Образ, родившийся в аравийских пустынях, через тысячелетие с небольшим явился в поэзии Запада как знак чужого культурного сознания. То, что европейские романтики, и Лермонтов в их числе, считали ориентальной поэзией, было, конечно, их собственным оригинальным творчеством. Но сквозь призму европейских вариаций на темы Востока мы, внимательно вглядываясь, не однажды разглядим черты подлинной восточной культуры, входившей в культуру Европы как органическая ее часть.
Лермонтов и Андре Шенье
К интерпретации одного стихотворения
В истории «русского Шенье» творчество Лермонтова представляет собою особую и весьма своеобразную страницу.

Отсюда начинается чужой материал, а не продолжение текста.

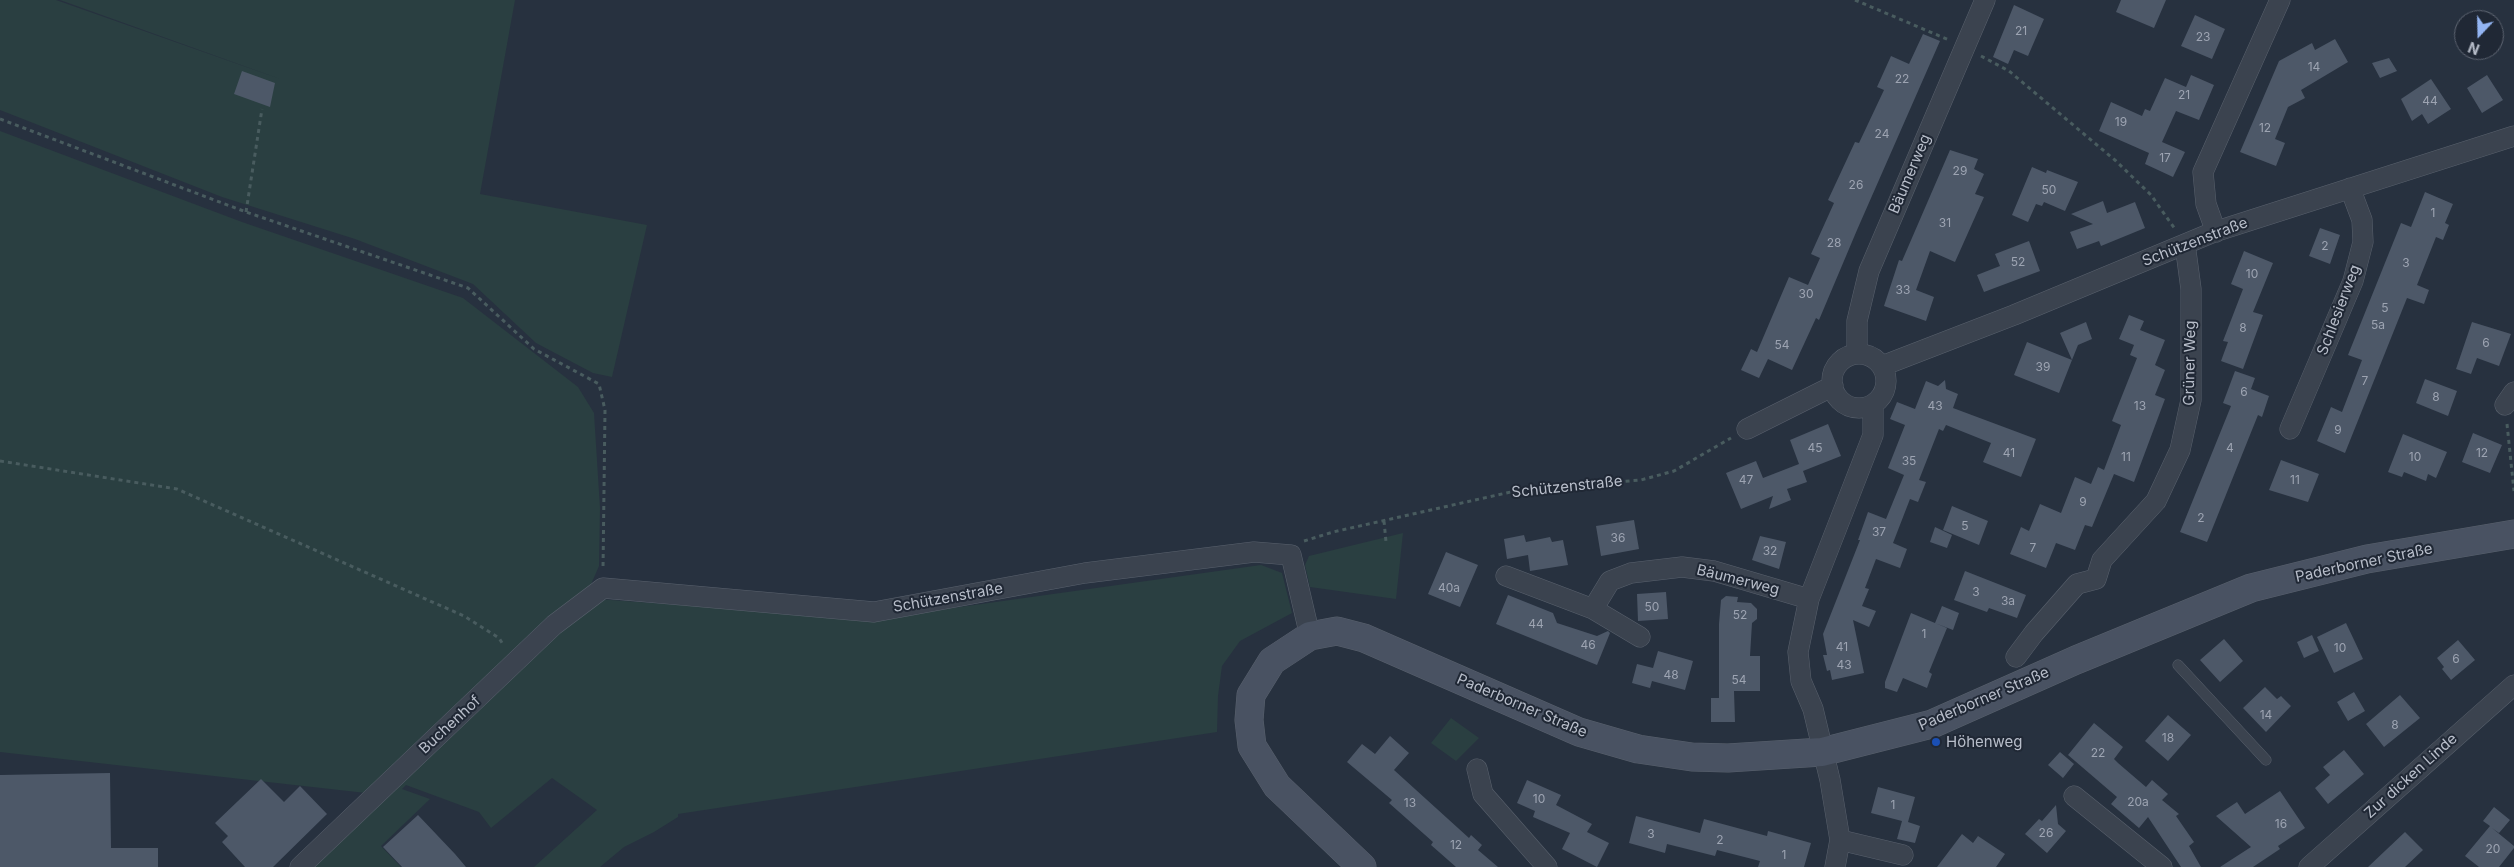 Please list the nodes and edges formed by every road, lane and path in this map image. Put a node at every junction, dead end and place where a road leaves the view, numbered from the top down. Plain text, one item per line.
1 (1855, 0) edge
2 (1985, 0) edge
3 (2280, 0) edge
4 (1964, 47) junction
5 (262, 109) dead end
6 (0, 119) edge
7 (2514, 136) edge
8 (2350, 188) junction
9 (246, 212) junction
10 (2216, 232) junction
11 (2185, 244) junction
12 (1856, 354) junction
13 (1882, 366) junction
14 (1832, 386) junction
15 (2509, 399) edge
16 (1873, 405) junction
17 (1747, 429) joint
18 (2290, 429) dead end
19 (0, 461) edge
20 (2514, 491) edge
21 (1384, 521) junction
22 (2514, 534) edge
23 (1386, 542) dead end
24 (1291, 556) junction
25 (1506, 576) dead end
26 (603, 588) junction
27 (1810, 599) junction
28 (1593, 609) junction
29 (1310, 636) junction
30 (1640, 637) dead end
31 (2016, 657) dead end
32 (515, 664) junction
33 (2178, 665) dead end
34 (2514, 685) edge
35 (1822, 752) junction
36 (2266, 760) dead end
37 (1477, 769) dead end
38 (2074, 796) dead end
39 (1840, 840) junction
40 (1903, 855) dead end
41 (300, 867) edge
42 (1362, 867) edge
43 (1546, 867) edge
44 (1835, 867) edge
45 (2162, 867) edge
46 (2309, 867) edge

1 - 4 path
2 - 4 street, Bäumerweg
3 - 10 street
4 - 11 path
4 - 12 street, Bäumerweg
5 - 9 path
6 - 9 path
7 - 8 street, Schützenstraße
8 - 10 street, Schützenstraße
8 - 18 street, Schlesierweg
9 - 26 path
10 - 11 street, Schützenstraße
11 - 13 street, Schützenstraße
11 - 31 street, Grüner Weg
12 - 13 street
12 - 14 street
13 - 16 street
14 - 16 street
14 - 17 street
15 - 20 path
16 - 27 street
17 - 21 path, Schützenstraße
19 - 32 path
21 - 23 path
21 - 24 path, Schützenstraße
22 - 35 main road, Paderborner Straße
24 - 26 street, Schützenstraße
24 - 29 street
25 - 28 street
26 - 32 street, Buchenhof
27 - 28 street, Bäumerweg
27 - 35 street
28 - 30 street
29 - 35 main road, Paderborner Straße
29 - 42 main road, Paderborner Straße
32 - 41 street, Buchenhof
33 - 36 lane
34 - 46 street, Zur dicken Linde
35 - 39 street
37 - 43 street
38 - 45 street
39 - 40 street
39 - 44 street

В наследии русского поэта уже давно была выделена группа стихотворений 1830–1831 годов с единым лирическим субъектом, носящим на себе явственные черты байронического типа. Байроническая концепция преобразует традиционную элегическую ситуацию: бунтарь, изгой, преследуемый враждебным обществом, на краю гибели или вечного изгнания произносит свой последний (часто предсмертный) монолог, обращая его к возлюбленной — единственному существу, связывающему его с миром. Эта лирическая ситуация, как и самый герой, предстает в различных модификациях и обличьях; наиболее типичны изгнание и ожидание насильственной смерти, быть может, казни:
Настанет день — и миром осужденный,
Чужой в родном краю,
На месте казни — гордый, хоть презренный —
Я кончу жизнь мою…
(«Настанет день — и миром осужденный…», 1831; 1,241)
…голова, любимая тобою,
С твоей груди на плаху перейдет.
(К *** — «Когда твой друг с пророческой тоскою…», 1830–1832 (?); II, 217)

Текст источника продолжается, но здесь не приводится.